UNR members (from left) Barbara Kerr, Jim Gorter, Barb Strunk, Jim Brown,
and Janet Baker (obscured) talk with concerned neighbors at the infill expo.

Wednesday, June 10, 2015

Salem answers the SOS

Yesterday Senate Bill 705 passed the House, after collecting a yes from the Oregon Senate earlier this year. When implemented, it will require an accredited inspector to perform an asbestos survey before demolition. State leaders, in particular Sen. Michael Dembrow, heard out concerned neighbors at a constituent coffee here in Portland and went to work to help protect people from some of the hazardous materials that billow uncontrolled from demolition sites.

He's not done yet, saying lead is next.

With these protections, public health and safety will be better assured. According to federal studies, dust from demolitions travels up to 400 feet, and and until now city leaders were simply powerless to control it, or care. Luckily, we have state leaders looking out for us.
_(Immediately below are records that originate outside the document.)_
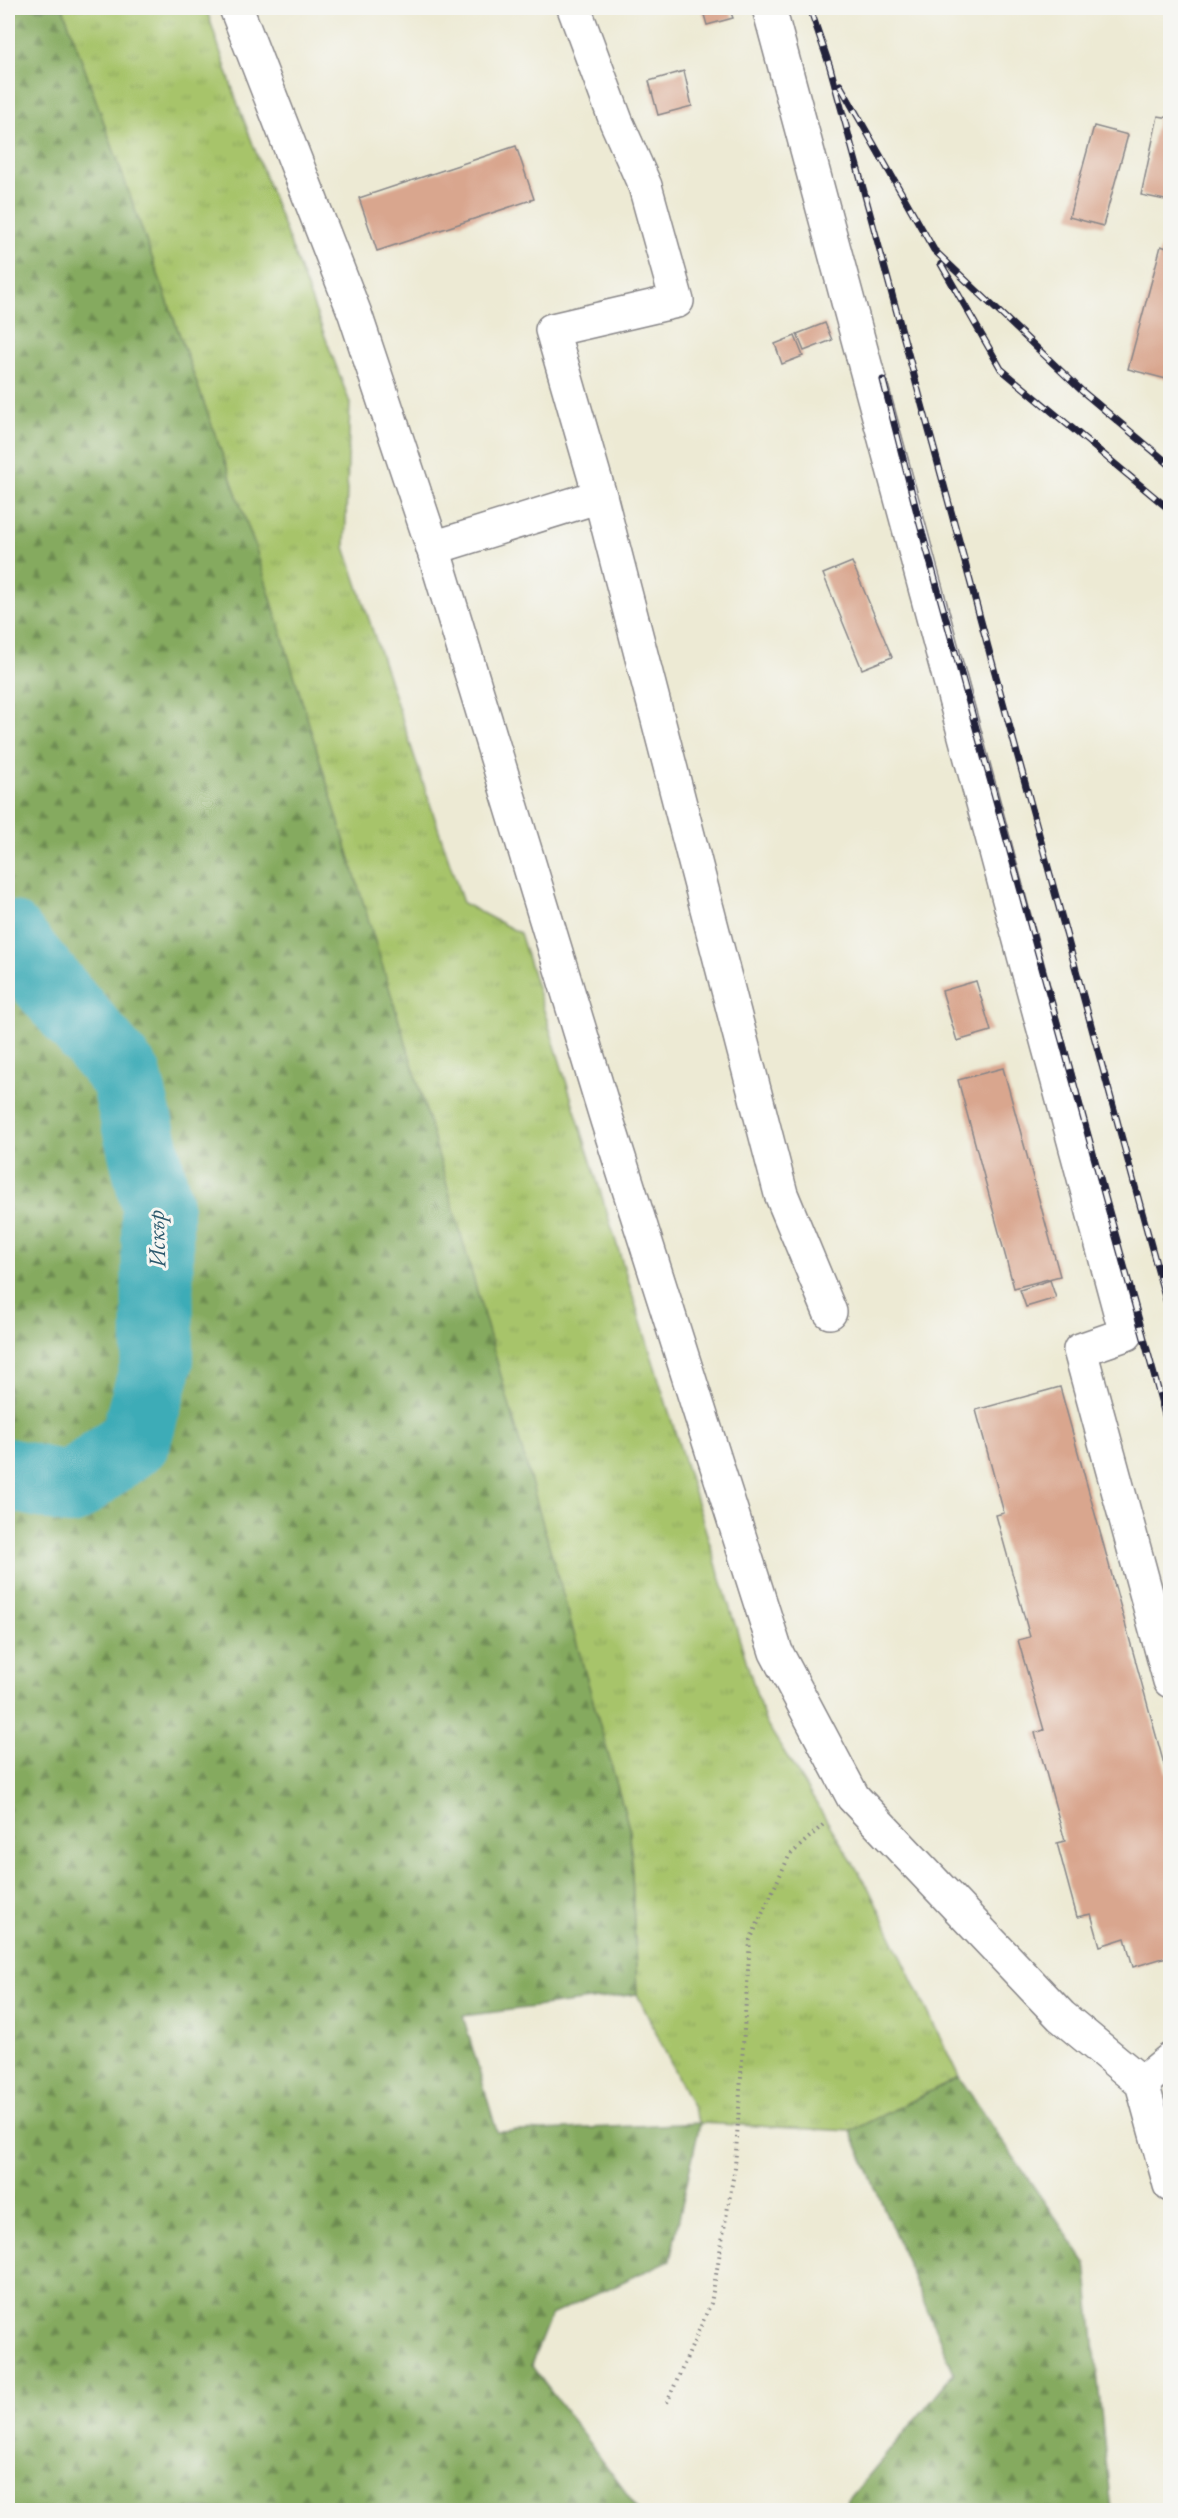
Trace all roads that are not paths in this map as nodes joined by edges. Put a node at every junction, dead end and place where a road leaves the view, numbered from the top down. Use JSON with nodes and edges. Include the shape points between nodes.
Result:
{"nodes":[{"id":1,"x":236,"y":8,"type":"edge"},
{"id":2,"x":574,"y":8,"type":"edge"},
{"id":3,"x":769,"y":8,"type":"edge"},
{"id":4,"x":600,"y":496,"type":"junction"},
{"id":5,"x":433,"y":548,"type":"junction"},
{"id":6,"x":830,"y":1312,"type":"dead end"},
{"id":7,"x":1170,"y":1681,"type":"edge"},
{"id":8,"x":1170,"y":2060,"type":"edge"},
{"id":9,"x":1142,"y":2083,"type":"junction"},
{"id":10,"x":1170,"y":2185,"type":"edge"}],
"edges":[{"from":1,"to":5,"type":"street","via":[[355,314]]},
{"from":2,"to":4,"type":"street","via":[[645,186],[677,301],[552,330]]},
{"from":3,"to":7,"type":"street","via":[[1126,1334],[1080,1350]]},
{"from":4,"to":5,"type":"street"},
{"from":4,"to":6,"type":"street","via":[[781,1194]]},
{"from":5,"to":9,"type":"street","via":[[607,1120],[776,1652],[853,1797],[1061,2016]]},
{"from":8,"to":9,"type":"street"},
{"from":9,"to":10,"type":"street"}]}
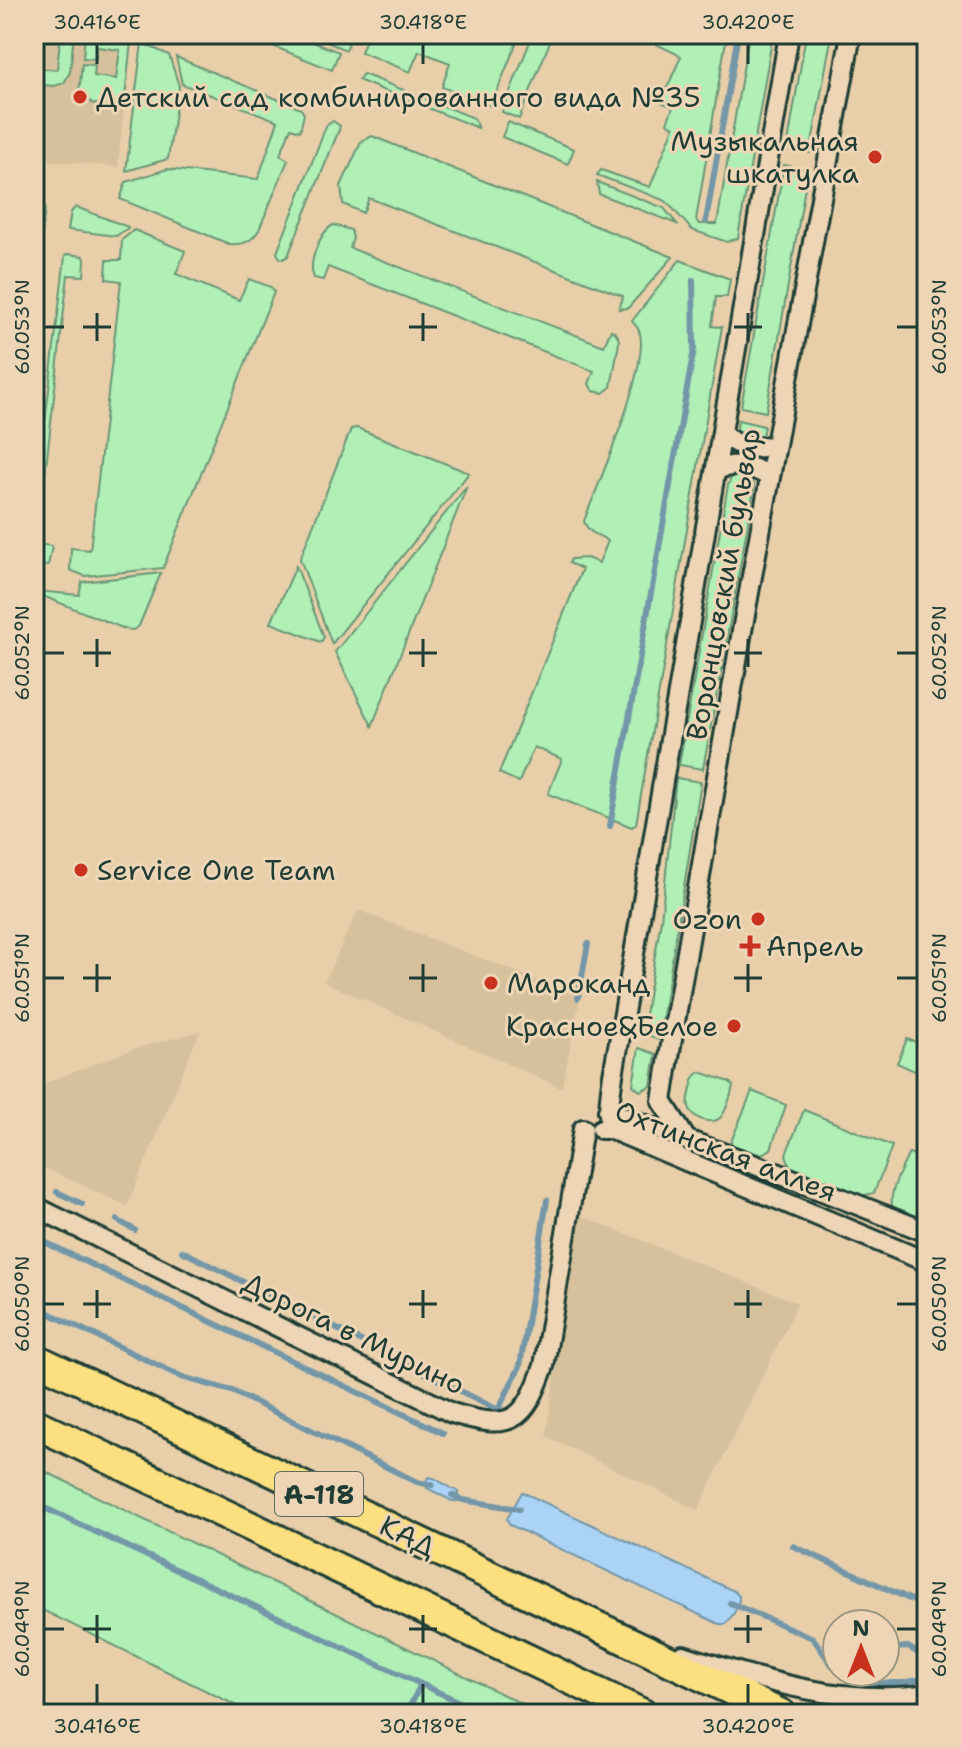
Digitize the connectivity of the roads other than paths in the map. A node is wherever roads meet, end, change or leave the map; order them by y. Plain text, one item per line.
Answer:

Sold for $815,000 and set for demolition: This Northeast
Portland home stands in the way of big profits.
If demolitions are curbed altogether, the hazardous materials problem eliminates itself. Imagine the lead dust that will emanate from the site of this slated demolition. This showcase house, built in 1928 on Northeast Alameda, probably has been painted numerous times inside and out over the past 87 years, many of those years before 1978 when each can of paint contained 15 pounds of lead. Pulverized during demolition, lead and other hazardous materials are free to waft into yards, lungs, and bodies. Children in particular are susceptible to irreversible damage from lead, with the Centers for Disease Control decreeing that no amount of lead is considered safe in kids.